After you confirm your choices, the plugin adds the plugin element and required settings to your project's pom.xml file, which configures your web app to run in App Service.

The relevant portion of the pom.xml file should look similar to the following example.

<build>
    <plugins>
        <plugin>
            <groupId>com.microsoft.azure</groupId>
            <artifactId>>azure-webapp-maven-plugin</artifactId>
            <version>x.xx.x</version>
            <configuration>
                <schemaVersion>v2</schemaVersion>
                <resourceGroup>petstoreee7-1745409173307-rg</resourceGroup>
                <appName>petstoreee7-1745409173307</appName>
            ...
            </configuration>
        </plugin>
    </plugins>
</build>

The values for <appName> and <resourceGroup>, petstoreee7-1745409173307 and petstoreee7-1745409173307-rg in the demo app, are used later.

You can modify the configurations for App Service directly in your pom.xml file.

Deploy the app

With all the configuration ready in your pom.xml file, you can deploy your Java app to Azure with the following single command.

# Disable testing, as it requires Wildfly to be installed locally.
mvn package azure-webapp:deploy -DskipTests

Once you select from a list of available subscriptions, Maven deploys to Azure App Service.

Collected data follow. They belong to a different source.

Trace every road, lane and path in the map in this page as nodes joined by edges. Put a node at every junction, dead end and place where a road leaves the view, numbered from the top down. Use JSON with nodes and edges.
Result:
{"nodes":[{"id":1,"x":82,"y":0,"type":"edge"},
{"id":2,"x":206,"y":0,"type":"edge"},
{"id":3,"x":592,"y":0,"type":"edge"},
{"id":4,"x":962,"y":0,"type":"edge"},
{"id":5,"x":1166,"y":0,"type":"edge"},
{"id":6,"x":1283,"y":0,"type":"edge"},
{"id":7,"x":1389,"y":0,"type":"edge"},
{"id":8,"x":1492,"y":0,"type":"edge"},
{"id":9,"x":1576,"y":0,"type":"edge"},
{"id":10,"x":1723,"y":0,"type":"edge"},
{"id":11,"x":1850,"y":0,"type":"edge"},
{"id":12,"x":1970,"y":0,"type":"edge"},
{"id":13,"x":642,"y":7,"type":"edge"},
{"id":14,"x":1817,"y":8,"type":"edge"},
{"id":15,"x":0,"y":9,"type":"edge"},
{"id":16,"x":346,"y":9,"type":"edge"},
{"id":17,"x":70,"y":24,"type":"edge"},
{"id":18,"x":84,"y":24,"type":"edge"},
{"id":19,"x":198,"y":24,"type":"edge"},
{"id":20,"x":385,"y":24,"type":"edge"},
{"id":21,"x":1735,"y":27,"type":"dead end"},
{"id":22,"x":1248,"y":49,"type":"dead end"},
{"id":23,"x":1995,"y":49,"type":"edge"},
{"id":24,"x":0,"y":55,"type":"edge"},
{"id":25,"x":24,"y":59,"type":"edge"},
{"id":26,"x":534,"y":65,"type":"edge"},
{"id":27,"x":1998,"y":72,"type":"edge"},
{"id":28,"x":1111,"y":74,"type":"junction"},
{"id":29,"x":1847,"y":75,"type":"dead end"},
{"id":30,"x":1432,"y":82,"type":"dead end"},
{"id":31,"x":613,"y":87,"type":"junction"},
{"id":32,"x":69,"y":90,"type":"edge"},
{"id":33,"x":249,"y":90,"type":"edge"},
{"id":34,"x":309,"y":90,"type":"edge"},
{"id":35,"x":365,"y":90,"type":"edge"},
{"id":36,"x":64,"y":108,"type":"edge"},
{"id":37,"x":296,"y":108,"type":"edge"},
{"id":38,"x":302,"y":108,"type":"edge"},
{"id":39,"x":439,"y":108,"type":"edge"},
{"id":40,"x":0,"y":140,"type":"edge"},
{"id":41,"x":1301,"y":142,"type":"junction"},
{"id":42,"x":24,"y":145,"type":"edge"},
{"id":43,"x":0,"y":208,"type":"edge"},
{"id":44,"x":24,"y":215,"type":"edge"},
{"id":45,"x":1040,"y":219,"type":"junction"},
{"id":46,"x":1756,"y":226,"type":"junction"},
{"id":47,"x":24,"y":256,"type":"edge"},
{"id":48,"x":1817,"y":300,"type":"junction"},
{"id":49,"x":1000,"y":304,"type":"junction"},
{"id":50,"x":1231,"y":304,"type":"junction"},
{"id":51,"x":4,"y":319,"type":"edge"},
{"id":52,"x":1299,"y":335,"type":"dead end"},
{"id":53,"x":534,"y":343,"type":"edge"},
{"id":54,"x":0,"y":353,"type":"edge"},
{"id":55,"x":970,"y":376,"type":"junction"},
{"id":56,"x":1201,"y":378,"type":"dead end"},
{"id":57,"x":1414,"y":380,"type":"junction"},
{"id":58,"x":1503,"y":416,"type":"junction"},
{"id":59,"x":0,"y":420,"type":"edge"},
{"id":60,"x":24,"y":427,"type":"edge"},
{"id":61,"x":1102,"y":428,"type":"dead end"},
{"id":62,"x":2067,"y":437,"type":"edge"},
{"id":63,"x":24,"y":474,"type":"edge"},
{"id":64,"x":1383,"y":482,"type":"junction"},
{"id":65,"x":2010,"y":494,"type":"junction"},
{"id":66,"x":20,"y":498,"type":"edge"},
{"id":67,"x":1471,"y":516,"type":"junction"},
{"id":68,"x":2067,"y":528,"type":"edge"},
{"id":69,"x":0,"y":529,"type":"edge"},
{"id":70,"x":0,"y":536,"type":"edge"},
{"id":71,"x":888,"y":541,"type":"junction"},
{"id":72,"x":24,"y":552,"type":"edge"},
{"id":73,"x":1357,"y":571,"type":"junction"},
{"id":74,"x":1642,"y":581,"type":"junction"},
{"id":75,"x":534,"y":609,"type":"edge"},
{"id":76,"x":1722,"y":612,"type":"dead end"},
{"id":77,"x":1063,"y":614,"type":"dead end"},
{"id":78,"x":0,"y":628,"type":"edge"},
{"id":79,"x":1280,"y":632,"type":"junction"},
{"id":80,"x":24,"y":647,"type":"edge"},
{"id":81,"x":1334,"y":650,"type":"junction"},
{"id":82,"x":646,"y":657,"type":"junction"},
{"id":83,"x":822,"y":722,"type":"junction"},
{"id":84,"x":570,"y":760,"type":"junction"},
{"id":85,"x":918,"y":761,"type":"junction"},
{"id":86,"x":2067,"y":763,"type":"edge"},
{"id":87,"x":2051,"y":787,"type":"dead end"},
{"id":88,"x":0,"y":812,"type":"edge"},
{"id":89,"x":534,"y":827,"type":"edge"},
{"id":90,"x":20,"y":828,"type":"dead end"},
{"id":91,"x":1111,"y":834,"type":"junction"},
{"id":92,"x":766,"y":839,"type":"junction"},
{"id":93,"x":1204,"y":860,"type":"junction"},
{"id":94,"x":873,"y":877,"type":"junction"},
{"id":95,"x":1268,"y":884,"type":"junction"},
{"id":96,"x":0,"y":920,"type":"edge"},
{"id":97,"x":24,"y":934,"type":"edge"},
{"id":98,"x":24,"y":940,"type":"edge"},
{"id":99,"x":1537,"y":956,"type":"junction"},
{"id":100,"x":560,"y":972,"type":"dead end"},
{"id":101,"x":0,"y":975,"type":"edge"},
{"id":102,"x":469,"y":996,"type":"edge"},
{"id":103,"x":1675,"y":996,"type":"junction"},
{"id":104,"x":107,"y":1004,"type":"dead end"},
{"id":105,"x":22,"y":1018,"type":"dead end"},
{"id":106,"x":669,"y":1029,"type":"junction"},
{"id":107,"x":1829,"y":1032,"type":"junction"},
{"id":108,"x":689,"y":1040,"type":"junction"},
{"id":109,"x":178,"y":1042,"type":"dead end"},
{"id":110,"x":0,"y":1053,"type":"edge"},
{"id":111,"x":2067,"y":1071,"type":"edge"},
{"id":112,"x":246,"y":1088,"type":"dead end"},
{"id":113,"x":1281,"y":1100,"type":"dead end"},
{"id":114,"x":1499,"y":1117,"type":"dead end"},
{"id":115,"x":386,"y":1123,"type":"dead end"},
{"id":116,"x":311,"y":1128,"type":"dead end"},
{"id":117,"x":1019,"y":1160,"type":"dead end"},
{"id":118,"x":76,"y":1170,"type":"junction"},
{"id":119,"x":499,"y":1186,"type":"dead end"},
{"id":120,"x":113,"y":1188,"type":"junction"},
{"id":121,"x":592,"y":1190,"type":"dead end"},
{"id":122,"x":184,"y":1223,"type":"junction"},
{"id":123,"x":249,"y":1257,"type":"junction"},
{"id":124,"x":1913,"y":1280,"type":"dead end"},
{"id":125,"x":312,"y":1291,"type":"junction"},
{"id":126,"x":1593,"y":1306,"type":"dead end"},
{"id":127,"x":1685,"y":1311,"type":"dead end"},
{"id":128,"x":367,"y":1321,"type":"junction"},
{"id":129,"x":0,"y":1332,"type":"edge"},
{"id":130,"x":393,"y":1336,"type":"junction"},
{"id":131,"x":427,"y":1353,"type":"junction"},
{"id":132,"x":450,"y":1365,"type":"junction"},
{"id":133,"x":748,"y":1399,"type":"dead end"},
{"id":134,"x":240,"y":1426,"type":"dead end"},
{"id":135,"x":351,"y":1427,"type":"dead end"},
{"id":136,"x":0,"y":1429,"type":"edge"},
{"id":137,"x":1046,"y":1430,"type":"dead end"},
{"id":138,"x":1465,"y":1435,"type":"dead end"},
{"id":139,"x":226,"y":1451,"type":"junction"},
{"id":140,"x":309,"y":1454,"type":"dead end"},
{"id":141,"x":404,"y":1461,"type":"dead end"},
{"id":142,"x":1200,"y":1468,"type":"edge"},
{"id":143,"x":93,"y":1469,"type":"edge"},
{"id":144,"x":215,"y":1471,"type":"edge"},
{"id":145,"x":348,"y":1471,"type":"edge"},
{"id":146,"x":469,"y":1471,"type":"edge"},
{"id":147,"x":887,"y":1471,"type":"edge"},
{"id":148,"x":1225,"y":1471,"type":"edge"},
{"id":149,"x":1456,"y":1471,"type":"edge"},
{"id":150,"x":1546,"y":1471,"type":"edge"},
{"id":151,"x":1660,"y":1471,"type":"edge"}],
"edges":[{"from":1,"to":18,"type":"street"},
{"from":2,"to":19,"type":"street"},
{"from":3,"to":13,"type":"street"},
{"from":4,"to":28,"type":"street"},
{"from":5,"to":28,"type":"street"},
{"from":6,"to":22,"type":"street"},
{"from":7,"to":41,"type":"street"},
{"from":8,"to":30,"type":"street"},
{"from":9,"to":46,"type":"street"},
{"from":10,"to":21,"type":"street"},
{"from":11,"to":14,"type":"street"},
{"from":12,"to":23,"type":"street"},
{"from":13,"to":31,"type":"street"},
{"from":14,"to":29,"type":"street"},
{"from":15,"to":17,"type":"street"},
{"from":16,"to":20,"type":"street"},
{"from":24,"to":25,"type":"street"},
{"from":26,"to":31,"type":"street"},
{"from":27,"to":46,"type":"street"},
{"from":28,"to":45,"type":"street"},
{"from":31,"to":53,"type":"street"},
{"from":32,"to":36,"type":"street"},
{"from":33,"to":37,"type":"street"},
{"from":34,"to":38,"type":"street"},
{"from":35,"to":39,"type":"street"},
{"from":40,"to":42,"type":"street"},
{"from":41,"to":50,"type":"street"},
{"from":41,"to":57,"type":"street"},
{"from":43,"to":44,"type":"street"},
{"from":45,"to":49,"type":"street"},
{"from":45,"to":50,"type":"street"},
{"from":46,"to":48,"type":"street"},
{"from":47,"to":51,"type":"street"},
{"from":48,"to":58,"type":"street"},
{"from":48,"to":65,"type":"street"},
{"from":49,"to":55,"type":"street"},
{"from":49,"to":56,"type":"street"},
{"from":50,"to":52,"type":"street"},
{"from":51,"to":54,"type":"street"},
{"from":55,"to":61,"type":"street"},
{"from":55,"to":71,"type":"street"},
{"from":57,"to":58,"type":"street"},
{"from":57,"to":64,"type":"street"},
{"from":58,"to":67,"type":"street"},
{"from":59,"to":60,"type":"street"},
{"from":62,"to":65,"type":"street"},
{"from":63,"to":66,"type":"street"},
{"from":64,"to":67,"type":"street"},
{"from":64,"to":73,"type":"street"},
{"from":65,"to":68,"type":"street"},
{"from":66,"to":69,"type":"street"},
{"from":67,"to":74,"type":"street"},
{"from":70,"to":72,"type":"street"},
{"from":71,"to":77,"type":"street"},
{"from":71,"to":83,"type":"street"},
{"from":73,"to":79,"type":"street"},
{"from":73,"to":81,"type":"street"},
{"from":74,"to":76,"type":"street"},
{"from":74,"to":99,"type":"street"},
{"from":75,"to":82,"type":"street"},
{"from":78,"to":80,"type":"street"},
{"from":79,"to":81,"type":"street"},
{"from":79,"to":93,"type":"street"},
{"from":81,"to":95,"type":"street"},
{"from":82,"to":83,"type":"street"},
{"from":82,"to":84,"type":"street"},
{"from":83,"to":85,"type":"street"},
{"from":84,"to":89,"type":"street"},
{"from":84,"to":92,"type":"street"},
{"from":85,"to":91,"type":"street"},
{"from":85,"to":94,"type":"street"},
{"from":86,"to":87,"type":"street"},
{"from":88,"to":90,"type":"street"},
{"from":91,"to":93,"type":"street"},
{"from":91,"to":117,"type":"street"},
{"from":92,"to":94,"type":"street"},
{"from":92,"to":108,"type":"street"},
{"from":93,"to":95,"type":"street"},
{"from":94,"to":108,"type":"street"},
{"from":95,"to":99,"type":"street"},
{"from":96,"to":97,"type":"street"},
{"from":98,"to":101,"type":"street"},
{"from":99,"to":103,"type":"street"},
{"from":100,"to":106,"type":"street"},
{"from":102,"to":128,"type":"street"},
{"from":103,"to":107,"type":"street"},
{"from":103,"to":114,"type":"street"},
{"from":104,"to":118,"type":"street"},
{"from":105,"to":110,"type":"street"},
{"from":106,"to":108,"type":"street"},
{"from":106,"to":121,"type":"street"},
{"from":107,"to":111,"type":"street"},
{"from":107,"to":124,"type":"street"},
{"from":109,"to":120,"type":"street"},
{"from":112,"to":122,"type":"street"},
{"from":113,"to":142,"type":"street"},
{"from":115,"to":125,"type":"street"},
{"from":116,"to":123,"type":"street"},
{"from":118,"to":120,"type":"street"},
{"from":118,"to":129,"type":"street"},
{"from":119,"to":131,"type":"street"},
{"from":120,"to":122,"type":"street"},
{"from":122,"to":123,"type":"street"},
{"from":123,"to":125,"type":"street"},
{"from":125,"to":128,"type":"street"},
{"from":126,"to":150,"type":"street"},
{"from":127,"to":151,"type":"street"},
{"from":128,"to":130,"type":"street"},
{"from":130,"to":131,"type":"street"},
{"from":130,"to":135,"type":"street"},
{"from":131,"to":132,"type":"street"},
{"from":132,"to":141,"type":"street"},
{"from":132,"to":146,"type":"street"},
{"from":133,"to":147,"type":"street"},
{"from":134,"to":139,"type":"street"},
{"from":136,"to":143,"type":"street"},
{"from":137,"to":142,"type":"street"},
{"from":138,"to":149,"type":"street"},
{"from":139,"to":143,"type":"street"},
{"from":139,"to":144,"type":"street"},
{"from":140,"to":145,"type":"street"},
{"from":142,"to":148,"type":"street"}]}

When deployment completes, your application is ready.

For this demo app, the URL is http://petstoreee7-1745409173307.azurewebsites.net. When you open the URL with your local web browser, you should see the following app:

Screenshot of Maven Hello World web app running in Azure App Service.

Congratulations! You deployed a Java app to App Service.

Clean up resources

You created the resources for this tutorial in an Azure resource group. If you no longer need them, you can delete the resource group and all its resources by running the following Azure CLI command in Cloud Shell.

az group delete --name petstoreee7-1745409173307-rg  --yes

The command might take a while to run.